**ABOUT THIS TASK:**
Please copy every line from the following entries in which the word "that" appears.

**LISTED ENTRIES:**
________________________

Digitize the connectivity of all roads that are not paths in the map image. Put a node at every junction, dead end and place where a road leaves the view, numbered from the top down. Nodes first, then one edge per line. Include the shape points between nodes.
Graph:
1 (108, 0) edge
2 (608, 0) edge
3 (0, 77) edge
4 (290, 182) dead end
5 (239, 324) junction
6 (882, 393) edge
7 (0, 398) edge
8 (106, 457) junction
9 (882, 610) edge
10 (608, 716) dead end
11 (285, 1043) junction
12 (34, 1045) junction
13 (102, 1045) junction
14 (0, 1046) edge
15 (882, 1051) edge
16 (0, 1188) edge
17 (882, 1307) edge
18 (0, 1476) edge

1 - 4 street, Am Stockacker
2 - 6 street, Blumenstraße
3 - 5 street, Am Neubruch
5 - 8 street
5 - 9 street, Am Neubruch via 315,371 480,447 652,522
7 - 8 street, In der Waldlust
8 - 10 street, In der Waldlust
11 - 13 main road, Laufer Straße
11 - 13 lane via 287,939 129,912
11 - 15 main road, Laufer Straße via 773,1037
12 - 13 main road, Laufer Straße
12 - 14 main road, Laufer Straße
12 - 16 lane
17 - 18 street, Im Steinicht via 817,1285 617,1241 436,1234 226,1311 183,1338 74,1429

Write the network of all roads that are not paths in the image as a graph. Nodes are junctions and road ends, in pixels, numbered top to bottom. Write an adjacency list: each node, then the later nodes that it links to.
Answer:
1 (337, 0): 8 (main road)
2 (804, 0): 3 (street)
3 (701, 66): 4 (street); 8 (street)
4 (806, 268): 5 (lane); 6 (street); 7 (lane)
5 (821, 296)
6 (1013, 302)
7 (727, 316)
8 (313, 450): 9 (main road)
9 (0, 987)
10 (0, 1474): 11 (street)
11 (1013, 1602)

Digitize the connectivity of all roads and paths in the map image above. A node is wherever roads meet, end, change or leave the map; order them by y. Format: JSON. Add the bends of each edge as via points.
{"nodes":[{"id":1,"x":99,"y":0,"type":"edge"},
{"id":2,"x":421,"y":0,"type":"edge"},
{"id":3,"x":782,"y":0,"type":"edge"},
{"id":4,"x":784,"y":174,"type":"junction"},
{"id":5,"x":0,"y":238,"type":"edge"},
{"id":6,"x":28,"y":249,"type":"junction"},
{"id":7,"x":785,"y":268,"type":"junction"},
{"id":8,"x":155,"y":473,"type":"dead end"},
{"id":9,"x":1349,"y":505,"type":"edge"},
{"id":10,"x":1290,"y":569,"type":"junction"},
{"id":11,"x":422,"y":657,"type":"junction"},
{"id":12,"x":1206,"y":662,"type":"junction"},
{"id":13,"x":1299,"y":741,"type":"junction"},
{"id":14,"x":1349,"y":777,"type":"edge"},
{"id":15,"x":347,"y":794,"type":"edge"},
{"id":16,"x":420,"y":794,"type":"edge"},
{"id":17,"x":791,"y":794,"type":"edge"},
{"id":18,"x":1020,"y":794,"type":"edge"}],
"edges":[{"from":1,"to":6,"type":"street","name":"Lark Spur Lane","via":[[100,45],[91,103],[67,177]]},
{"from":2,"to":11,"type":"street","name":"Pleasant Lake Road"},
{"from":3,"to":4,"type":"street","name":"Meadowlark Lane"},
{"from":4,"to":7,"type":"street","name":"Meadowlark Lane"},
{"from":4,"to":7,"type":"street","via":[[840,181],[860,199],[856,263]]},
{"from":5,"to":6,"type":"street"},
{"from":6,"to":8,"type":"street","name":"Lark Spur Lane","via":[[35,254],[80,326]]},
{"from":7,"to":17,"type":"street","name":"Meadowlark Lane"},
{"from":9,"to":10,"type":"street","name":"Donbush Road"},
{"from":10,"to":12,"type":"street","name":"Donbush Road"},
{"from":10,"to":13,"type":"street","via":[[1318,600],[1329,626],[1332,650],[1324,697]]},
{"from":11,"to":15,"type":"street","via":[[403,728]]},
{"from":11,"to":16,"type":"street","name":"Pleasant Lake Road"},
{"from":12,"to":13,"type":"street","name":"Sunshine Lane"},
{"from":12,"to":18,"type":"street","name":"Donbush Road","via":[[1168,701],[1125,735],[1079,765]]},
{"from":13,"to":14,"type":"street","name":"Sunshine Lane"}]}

________________________

**COMPLETED EXERCISE:**
Digitize the connectivity of all roads that are not paths in the map image. Put a node at every junction, dead end and place where a road leaves the view, numbered from the top down. Nodes first, then one edge per line. Include the shape points between nodes.
Write the network of all roads that are not paths in the image as a graph. Nodes are junctions and road ends, in pixels, numbered top to bottom. Write an adjacency list: each node, then the later nodes that it links to.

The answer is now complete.